Infinite Social Security Solvency Projections
October 8, 2015
The 2015 Technical Panel on Assumptions and Methods reviewed the assumptions specified by the Board of Trustees and to evaluate the methods used by the Office of the Chief Actuary to project the future financial status of the Old-Age and Survivors Insurance and Disability Insurance Trust Funds.
Social Security's actuaries and Trustees have an enormously difficult task — projecting demographic and economic developments over the next 75 years and conveying to Congress and the public, in a comprehensible fashion, the health of the program and the associated risks.
Since Social Security operates basically on a pay-as-you-go basis, the number of people paying into the system compared with the number of people receiving benefits is a key component of program cost.

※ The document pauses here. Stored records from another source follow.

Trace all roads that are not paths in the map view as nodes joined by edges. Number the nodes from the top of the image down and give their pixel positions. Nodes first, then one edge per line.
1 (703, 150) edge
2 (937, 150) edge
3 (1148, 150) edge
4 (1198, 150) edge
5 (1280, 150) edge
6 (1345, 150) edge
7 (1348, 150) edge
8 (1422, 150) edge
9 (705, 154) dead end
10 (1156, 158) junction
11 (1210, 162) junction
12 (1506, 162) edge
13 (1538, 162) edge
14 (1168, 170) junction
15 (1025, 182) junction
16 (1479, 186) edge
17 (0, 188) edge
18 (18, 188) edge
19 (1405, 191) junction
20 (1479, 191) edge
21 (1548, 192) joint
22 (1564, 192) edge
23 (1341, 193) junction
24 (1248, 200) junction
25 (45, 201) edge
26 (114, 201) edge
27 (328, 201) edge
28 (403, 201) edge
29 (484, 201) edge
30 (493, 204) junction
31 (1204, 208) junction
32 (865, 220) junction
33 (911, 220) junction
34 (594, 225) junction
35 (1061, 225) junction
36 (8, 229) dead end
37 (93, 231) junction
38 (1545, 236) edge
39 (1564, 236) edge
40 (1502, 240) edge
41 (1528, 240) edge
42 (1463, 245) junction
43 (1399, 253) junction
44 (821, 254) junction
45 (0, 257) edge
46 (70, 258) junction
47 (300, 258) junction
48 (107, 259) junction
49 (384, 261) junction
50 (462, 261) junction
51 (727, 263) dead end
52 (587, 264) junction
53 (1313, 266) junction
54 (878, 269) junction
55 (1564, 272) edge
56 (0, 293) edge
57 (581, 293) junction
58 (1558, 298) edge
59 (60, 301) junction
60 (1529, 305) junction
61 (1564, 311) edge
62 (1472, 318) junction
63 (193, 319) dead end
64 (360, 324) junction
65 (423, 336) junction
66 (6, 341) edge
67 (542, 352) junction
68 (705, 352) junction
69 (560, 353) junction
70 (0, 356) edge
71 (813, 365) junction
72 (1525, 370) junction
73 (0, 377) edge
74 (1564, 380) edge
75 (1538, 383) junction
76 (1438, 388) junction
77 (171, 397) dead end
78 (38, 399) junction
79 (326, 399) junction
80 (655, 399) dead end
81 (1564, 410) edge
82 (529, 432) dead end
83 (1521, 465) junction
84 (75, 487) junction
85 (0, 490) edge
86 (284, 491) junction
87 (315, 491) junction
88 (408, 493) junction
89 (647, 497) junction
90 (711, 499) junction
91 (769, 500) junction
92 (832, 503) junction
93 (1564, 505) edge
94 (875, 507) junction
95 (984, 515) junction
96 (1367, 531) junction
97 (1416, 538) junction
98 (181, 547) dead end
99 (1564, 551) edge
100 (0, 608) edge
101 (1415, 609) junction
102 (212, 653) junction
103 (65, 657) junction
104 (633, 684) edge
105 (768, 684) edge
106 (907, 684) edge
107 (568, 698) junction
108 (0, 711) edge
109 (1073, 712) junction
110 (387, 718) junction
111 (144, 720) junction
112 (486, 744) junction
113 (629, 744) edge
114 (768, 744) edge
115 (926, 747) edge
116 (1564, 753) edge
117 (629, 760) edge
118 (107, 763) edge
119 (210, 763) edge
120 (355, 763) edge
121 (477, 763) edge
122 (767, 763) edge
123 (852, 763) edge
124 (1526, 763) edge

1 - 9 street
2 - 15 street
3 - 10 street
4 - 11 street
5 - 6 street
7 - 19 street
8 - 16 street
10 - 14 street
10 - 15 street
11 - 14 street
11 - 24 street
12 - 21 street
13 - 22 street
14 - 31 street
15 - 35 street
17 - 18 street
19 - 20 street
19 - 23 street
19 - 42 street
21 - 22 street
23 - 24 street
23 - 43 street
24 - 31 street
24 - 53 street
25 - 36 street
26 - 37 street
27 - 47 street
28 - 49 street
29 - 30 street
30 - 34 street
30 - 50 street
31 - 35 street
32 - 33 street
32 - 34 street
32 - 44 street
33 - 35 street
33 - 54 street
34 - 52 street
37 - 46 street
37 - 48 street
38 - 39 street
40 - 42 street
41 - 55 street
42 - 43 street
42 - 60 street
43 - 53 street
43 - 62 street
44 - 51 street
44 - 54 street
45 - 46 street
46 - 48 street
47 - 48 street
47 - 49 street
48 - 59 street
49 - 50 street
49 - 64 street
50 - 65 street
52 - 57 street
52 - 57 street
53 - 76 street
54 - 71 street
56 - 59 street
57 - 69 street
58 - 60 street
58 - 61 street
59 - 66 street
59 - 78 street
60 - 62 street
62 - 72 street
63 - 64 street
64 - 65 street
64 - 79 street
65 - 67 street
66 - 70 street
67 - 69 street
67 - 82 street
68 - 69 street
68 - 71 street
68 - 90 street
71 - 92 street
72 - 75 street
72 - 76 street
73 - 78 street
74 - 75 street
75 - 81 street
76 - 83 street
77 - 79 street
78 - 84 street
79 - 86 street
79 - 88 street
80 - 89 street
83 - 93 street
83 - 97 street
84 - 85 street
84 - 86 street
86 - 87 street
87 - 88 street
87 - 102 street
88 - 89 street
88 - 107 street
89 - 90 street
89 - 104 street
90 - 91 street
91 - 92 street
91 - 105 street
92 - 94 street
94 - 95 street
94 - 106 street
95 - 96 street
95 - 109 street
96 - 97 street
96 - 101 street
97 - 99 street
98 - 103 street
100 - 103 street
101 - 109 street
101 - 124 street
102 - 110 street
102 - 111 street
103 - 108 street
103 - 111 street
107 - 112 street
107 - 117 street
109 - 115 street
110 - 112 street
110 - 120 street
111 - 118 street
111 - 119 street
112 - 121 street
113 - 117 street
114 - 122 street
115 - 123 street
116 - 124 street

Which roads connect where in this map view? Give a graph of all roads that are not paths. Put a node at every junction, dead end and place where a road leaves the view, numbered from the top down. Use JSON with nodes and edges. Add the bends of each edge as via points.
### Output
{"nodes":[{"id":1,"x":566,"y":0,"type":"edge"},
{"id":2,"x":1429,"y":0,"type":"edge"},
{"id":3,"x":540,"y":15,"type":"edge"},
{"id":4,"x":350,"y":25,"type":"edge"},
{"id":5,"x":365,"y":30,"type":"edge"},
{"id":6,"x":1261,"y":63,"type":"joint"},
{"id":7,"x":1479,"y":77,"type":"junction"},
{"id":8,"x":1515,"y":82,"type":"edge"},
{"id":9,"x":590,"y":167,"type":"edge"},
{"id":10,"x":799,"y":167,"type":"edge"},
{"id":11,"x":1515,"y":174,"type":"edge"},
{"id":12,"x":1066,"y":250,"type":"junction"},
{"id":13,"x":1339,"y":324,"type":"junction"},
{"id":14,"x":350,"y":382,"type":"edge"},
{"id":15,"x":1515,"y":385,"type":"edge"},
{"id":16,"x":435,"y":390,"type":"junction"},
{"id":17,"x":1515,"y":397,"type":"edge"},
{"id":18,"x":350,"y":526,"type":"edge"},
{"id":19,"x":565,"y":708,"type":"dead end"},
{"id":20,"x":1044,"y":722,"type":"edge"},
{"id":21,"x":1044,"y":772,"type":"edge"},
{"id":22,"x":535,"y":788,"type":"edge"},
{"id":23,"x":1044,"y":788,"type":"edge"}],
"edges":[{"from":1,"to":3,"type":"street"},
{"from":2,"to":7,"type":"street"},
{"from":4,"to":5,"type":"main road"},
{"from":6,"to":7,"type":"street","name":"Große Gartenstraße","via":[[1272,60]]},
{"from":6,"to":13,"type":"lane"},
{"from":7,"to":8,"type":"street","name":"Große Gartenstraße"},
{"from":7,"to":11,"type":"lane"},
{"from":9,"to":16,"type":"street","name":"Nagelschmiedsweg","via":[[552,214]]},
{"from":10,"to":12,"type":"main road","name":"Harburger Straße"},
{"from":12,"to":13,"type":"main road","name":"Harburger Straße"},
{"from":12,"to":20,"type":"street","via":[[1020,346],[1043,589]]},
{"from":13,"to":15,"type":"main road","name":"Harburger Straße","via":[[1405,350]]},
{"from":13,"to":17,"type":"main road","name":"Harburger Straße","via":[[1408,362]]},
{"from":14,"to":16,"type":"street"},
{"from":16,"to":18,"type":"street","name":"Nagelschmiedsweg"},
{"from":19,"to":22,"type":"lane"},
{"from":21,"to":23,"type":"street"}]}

- The large increase in fertility rates in the post-war period followed by the sharp reduction and flattening out of fertility rates in subsequent decades to the present explain in large measure the changing fortunes of the OASDI trust funds being experienced now.
- Immigration is a volatile, unpredictable, poorly-understood, and increasingly politically-driven process, and that the long-range projections of immigration are exceptionally challenging.
- The rise in Social Security Disability Insurance claims over the past three decades stems from: rising incidence; population aging; and female catch-up in insurance coverage and incidence.
It is difficult to frame infinite horizon numbers, whether very large positive or negative, in a manner that makes them meaningful or useful to policymakers or the public. This would especially be true if the growth rate in annual deficits exceeded the discount rate.
Given the enormous uncertainty of long time horizons, Social Security solvency projections based on calculations to infinity should not be continued. However, should be done if and only if the government prioritizes a deeper discussion of the long-term sustainability of the Social Security system's finances.